Count de Feria wrote in April, 1559:
“If my spies do not lie, which I believe they do not, for a certain reason which they have recently given me, I understand that she [Elizabeth] will not bear children.”
At this time Elizabeth was only 26 years of age.
The following extract is taken from Mr. Mumby’s Girlhood of Queen Elizabeth in which is given the translation taken from Leti’s La Vie d’Elizabeth. The letter is from Princess Elizabeth to Lord Admiral Seymour, 1548 (apropos of his intentions regarding her):—
“It has also been said that I have only refused you because I was thinking of some one else. I therefore entreat you, my lord, to set your mind at rest on this subject, and to be persuaded by this declaration that up to this time I have not the slightest intention of being married, and, that if ever I should think of it (which I do not believe is possible) you would be the first to whom I should make known my resolution.”
C. BISLEY
The place known to the great public as Bisley is quite other than that under present consideration. Bisley, the ground for rifle competitions, is in Surrey, thoughtfully placed in juxtaposition to an eminent cemetery. It bears every indication of newness-so far as any locality of old earth can be new.
But the other is the original place of the name, possessing a recorded history which goes back many hundreds of years.
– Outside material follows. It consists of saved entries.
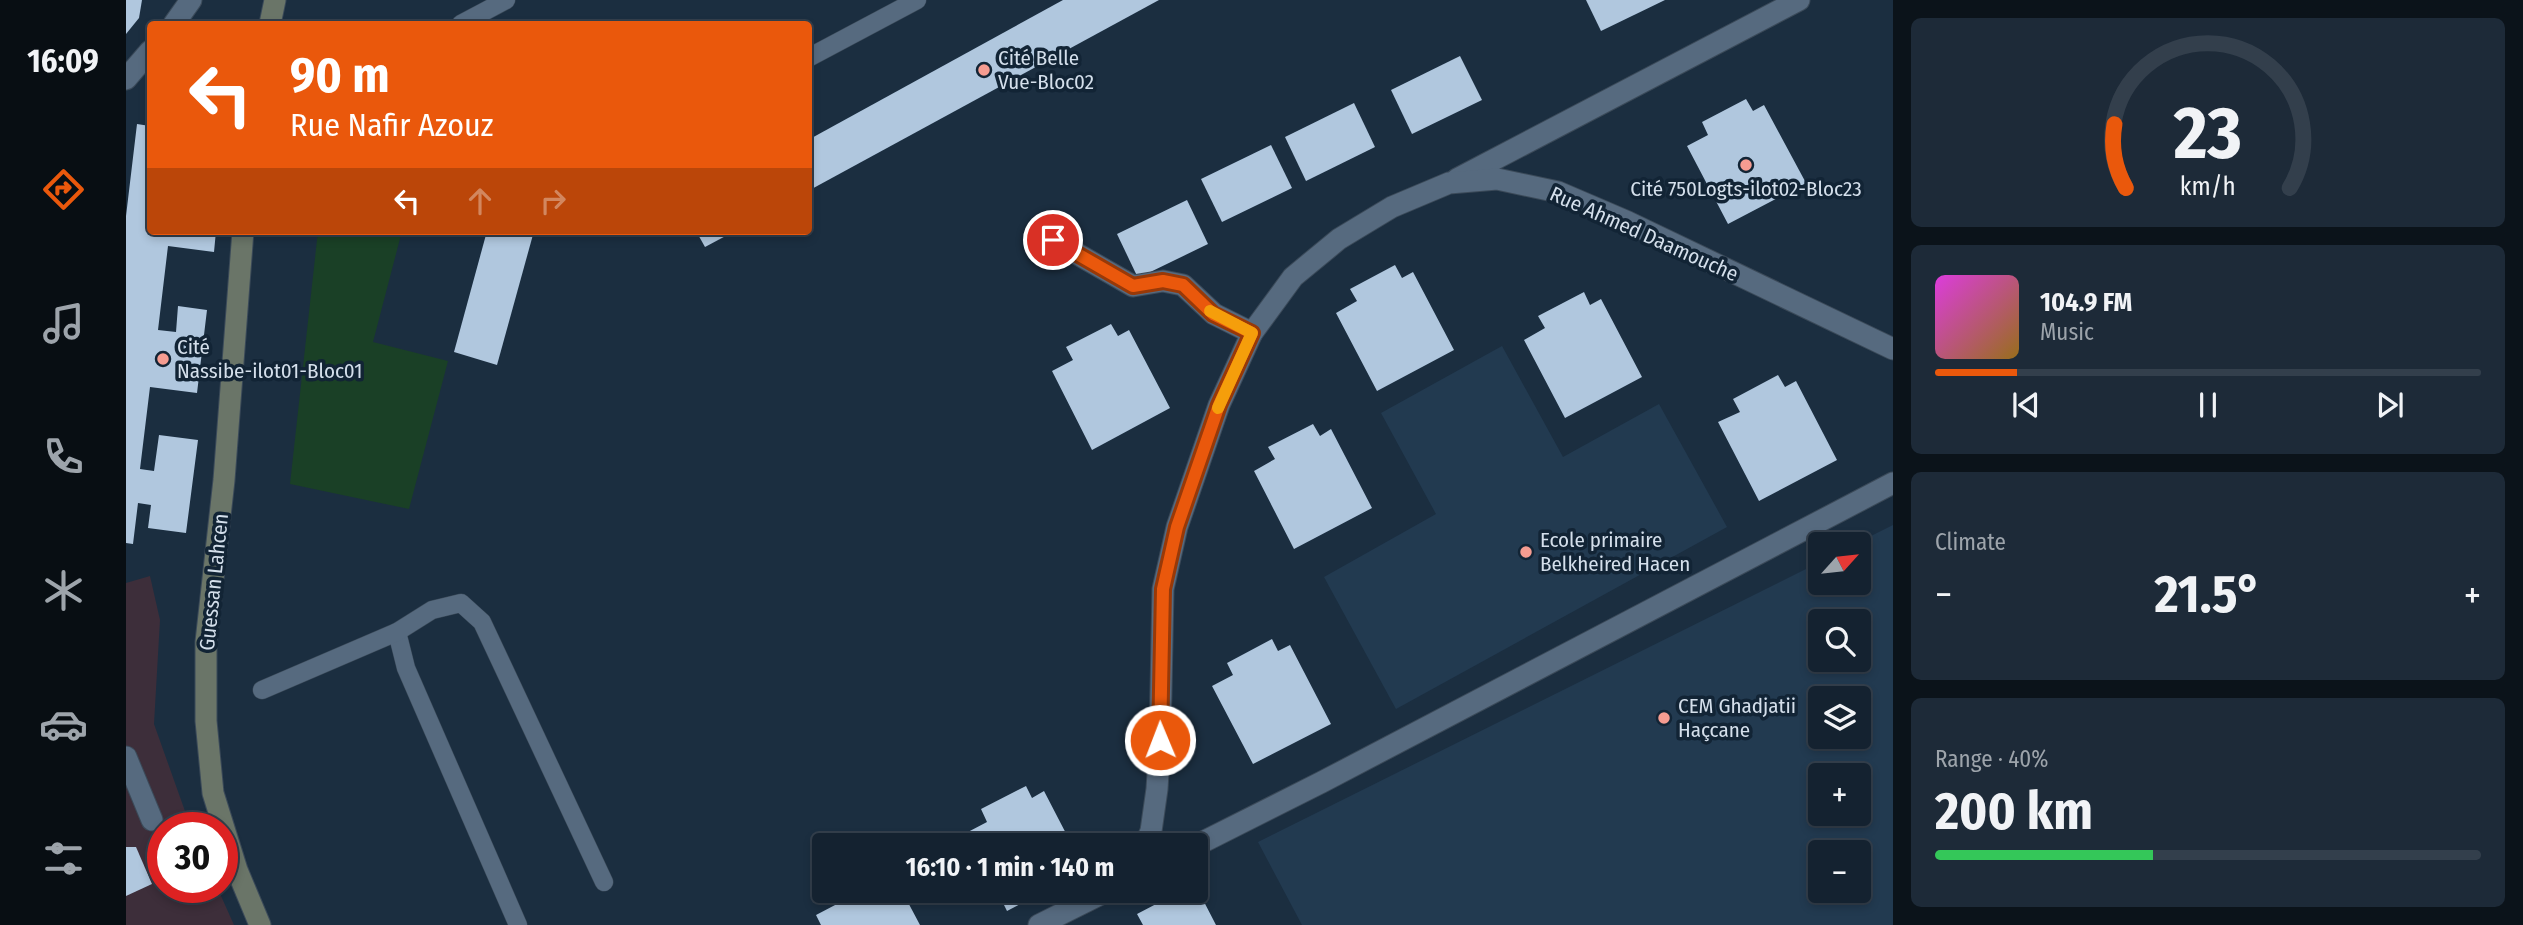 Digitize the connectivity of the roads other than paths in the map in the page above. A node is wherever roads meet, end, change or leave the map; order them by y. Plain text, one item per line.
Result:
1 (191, 0) edge
2 (275, 0) edge
3 (506, 0) edge
4 (917, 0) edge
5 (1799, 0) edge
6 (176, 21) edge
7 (271, 21) edge
8 (467, 21) edge
9 (147, 54) edge
10 (812, 56) edge
11 (126, 79) edge
12 (1449, 183) junction
13 (243, 235) edge
14 (1053, 240) dead end
15 (1252, 333) junction
16 (1893, 349) edge
17 (1893, 483) edge
18 (397, 632) junction
19 (262, 690) dead end
20 (126, 757) edge
21 (149, 812) edge
22 (1150, 833) edge
23 (1208, 839) edge
24 (604, 882) dead end
25 (1089, 903) edge
26 (1063, 920) edge
27 (260, 925) edge
28 (518, 925) edge
29 (1039, 925) edge

1 - 6 street
2 - 7 main road
3 - 8 lane
4 - 10 lane
5 - 12 street
9 - 11 street
12 - 15 street, Rue Ahmed Daamouche
12 - 16 street, Rue Ahmed Daamouche
13 - 27 main road, Guessan Lahcen
14 - 15 street
15 - 22 street, Rue Ahmed Daamouche
17 - 23 street
18 - 19 lane
18 - 24 lane
18 - 28 lane
20 - 21 street
25 - 26 street
26 - 29 street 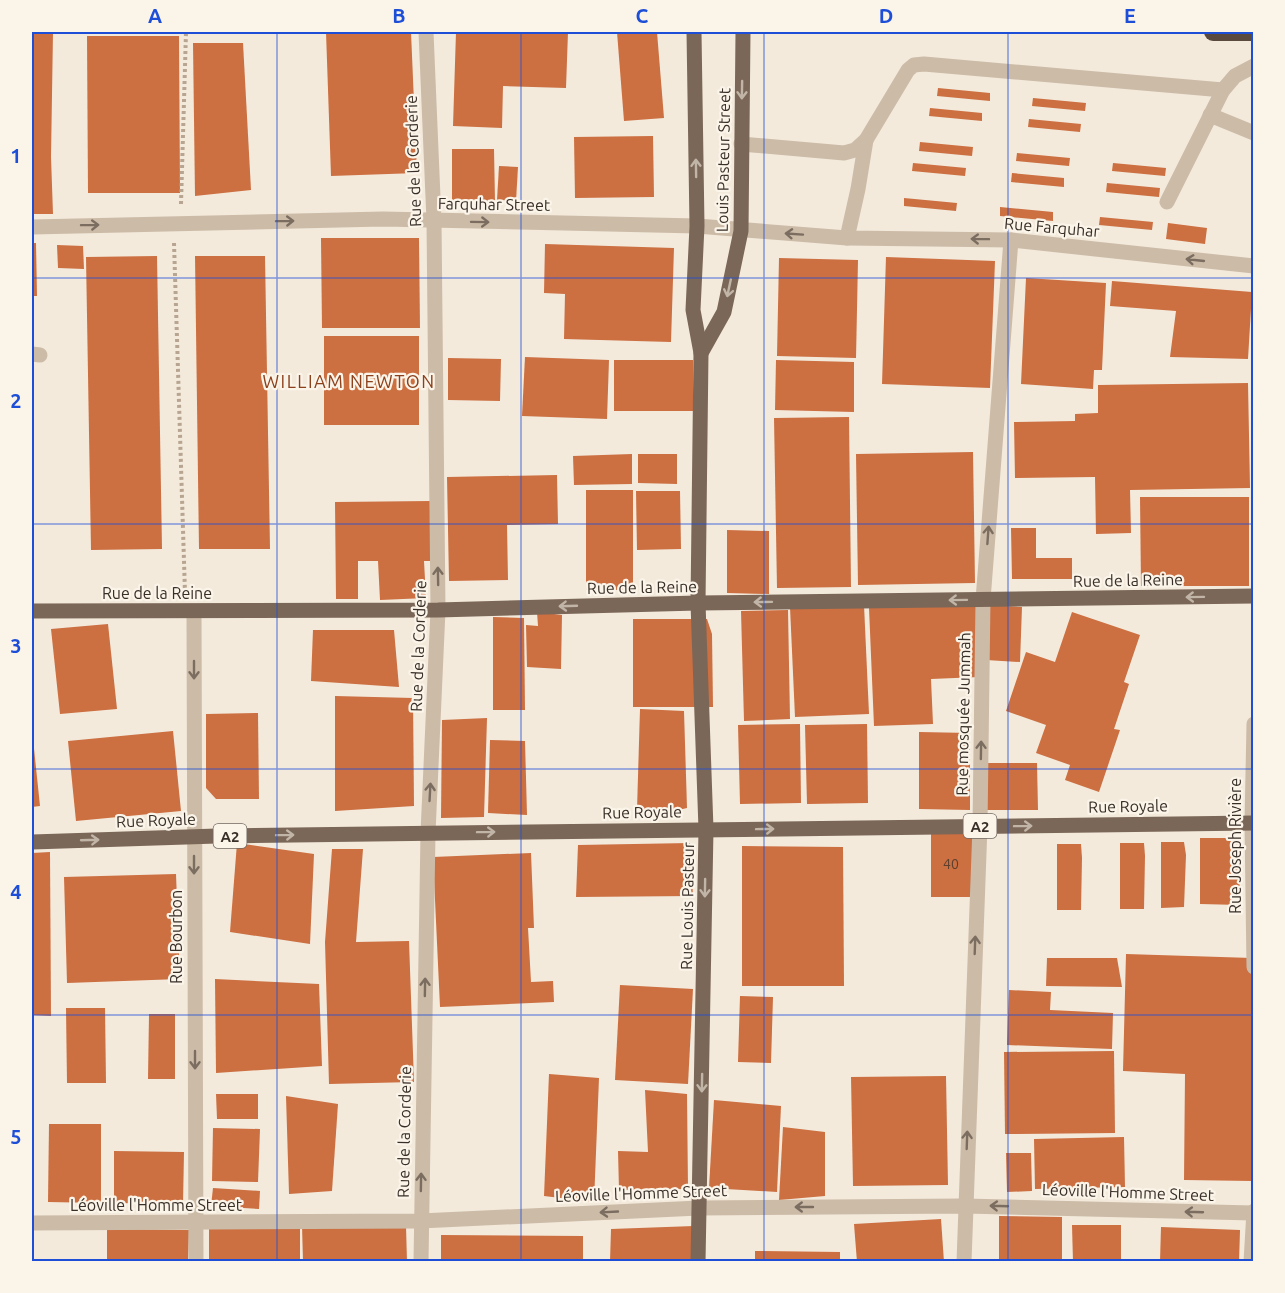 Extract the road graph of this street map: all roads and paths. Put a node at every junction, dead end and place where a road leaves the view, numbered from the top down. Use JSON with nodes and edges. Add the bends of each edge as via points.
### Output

It is in Gloucestershire high up on the eastern side of the Cotswold Hills at their southern end where they rise above the Little Avon which runs into the embouchure of the Severn to the Bristol Channel. The trace of Roman occupation is all over that part of England. When the pioneers of that strenuous nation made their essay on Britain they came with the intention of staying; and to-day their splendid roads remain unsurpassed—almost unsurpassable. In this part of the West Country there are several of them, of which the chief are Irmin (or Ermine) Street, running from Southampton through Cirencester and Gloucester to Caerleon, and Ikenild Street running from Cirencester, entering Gloucestershire at Eastleach. I am particular about these roads as we may require to notice them carefully. There is really but one Bisley in this part of the country, but the name is spelled so variously that the simple phonetic spelling might well serve for a nucleating principle. In all sorts of papers, from Acts of Parliament and Royal Charters down to local deeds of tenancy, it is thus varied—Bisleigh, Bistlegh, Byselegh, Bussely. In this part of the Cotswolds “Over” is a common part of a name which was formerly used as a prefix. Such is not always at once apparent for the modern cartographer seems to prefer the modern word “upper” as the prefix. Attention is merely called to it here as later on we shall have to consider it more carefully.
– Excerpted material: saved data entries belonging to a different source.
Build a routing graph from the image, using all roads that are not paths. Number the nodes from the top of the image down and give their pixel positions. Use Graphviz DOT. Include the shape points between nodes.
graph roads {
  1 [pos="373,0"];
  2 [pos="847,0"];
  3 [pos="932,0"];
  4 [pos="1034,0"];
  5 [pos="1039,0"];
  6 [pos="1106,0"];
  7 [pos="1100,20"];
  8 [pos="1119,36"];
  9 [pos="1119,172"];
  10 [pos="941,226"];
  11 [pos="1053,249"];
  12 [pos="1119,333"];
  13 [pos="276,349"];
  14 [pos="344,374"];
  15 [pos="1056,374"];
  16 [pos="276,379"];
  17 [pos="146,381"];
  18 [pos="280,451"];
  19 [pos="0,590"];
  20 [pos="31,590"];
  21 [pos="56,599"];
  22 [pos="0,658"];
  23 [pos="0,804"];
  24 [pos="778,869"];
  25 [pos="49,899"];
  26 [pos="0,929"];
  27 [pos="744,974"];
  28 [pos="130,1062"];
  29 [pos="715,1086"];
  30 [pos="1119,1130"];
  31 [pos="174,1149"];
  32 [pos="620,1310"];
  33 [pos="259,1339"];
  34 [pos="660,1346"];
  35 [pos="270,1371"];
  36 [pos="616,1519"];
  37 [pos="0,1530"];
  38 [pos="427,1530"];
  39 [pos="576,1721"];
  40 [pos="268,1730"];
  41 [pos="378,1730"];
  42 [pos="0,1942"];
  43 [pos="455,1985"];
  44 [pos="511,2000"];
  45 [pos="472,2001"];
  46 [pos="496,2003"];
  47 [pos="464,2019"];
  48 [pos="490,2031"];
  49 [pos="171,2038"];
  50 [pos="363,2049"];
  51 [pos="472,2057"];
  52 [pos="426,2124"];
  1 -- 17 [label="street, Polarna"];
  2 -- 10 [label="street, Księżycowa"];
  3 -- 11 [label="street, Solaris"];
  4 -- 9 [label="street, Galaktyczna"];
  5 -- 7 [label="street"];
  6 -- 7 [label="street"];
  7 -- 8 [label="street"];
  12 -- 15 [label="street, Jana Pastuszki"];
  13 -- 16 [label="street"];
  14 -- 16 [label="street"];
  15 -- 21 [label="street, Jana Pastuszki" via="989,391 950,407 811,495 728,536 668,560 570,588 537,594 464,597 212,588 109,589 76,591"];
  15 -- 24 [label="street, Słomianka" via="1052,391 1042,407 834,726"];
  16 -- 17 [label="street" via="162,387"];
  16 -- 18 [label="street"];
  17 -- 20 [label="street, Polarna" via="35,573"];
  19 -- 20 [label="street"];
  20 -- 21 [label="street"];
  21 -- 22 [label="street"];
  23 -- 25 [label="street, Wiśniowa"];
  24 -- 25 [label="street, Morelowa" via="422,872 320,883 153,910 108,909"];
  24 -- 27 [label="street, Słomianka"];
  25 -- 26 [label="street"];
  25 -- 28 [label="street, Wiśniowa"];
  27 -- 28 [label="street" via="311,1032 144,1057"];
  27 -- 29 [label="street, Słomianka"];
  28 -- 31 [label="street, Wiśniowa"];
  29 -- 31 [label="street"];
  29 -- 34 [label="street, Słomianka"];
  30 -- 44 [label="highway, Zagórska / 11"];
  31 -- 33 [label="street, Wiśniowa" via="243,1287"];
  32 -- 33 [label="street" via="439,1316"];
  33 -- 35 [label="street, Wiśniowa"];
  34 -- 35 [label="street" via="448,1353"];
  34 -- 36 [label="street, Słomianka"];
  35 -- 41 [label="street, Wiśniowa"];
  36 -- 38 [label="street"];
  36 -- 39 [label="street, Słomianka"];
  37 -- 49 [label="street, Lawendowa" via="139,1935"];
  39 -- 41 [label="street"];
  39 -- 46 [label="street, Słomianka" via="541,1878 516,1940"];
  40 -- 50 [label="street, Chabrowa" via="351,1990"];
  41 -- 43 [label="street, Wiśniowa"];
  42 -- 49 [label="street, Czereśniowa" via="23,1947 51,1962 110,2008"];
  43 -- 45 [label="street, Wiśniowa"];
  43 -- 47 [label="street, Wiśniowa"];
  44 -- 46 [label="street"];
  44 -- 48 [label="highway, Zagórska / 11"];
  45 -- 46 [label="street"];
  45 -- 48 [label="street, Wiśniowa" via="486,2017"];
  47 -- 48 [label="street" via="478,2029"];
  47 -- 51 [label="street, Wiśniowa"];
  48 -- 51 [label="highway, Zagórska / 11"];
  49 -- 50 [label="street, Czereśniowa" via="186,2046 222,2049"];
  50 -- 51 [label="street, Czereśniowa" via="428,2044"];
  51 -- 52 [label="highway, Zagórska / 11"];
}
The most interesting spot in the whole district is the house “Overcourt,” which was once the manor-house of Bisley. It stands close to Bisley church from the grave-yard of which it is only separated by a wicket-gate. The title-deeds of this house, which is now in possession of the Gordon family show that it was a part of the dower of Queen Elizabeth. But the world went by it, and little by little the estate of which it was a portion changed hands; so that now the house remains almost as an entity. Naturally enough, the young Princess Elizabeth lived there for a time; and one can still see the room she occupied. A medium-sized room with mullioned windows, having small diamond-shaped panes set in lead after the pattern of the Tudor period. A great beam of oak, not exactly “trued” with the adze but following the natural trend of the wood, crosses the ceiling. The window looks out on a little walled-in garden, one of the flower beds of which is set in an antique stone receptacle of oblong shape which presents something of the appearance of a stone coffin of the earlier ages. Of this more anon.
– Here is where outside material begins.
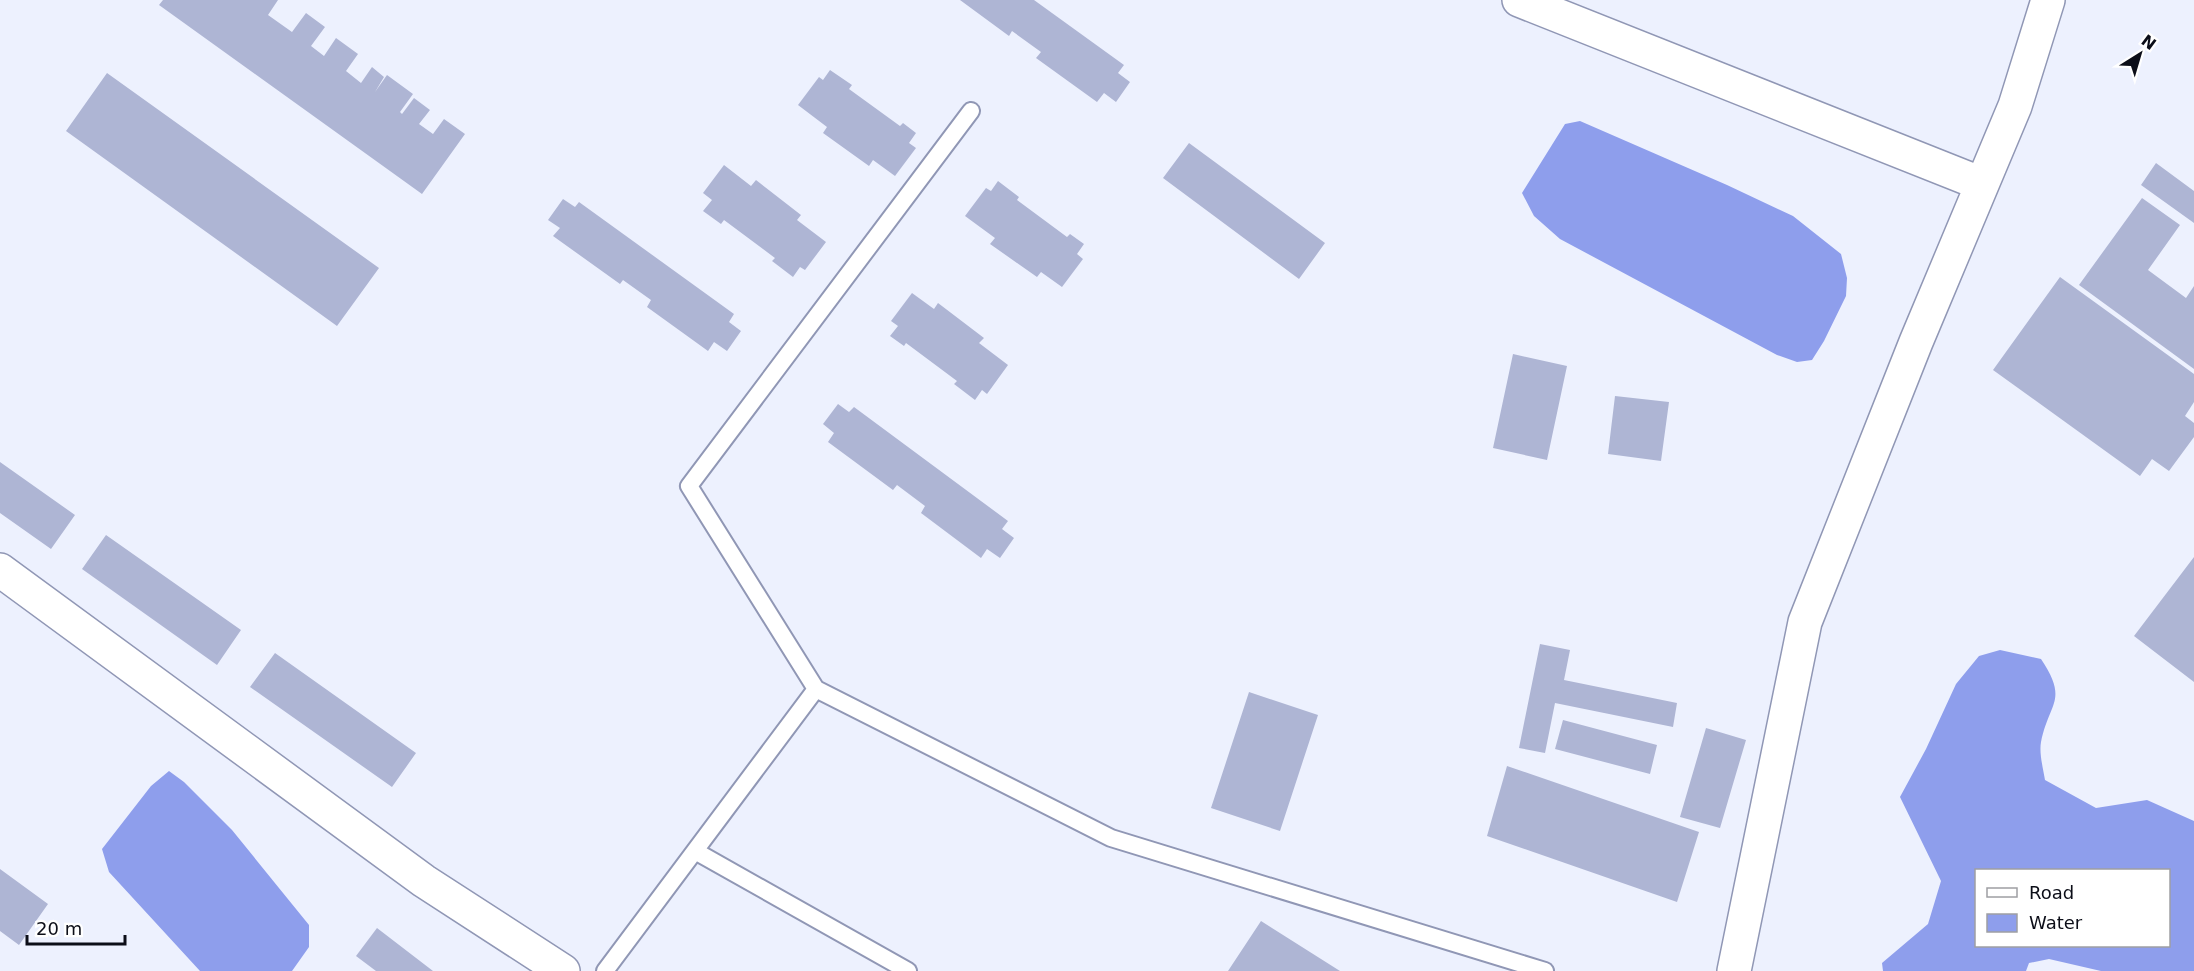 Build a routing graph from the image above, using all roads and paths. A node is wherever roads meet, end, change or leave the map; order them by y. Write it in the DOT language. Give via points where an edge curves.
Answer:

Whether at the time of the birth of Elizabeth the mansion of Overcourt was itself in the King’s possession is a little difficult to fathom, for, in the Confession of Thomas Parry written in 1549 concerning a period a little earlier, it is said: “And I told her” [Princess Elizabeth] “further how he” [Lord Admiral Thomas Seymour] “would have had her to have lands in Gloucestershire called Bisley as in parcel of exchange, and in Wales.”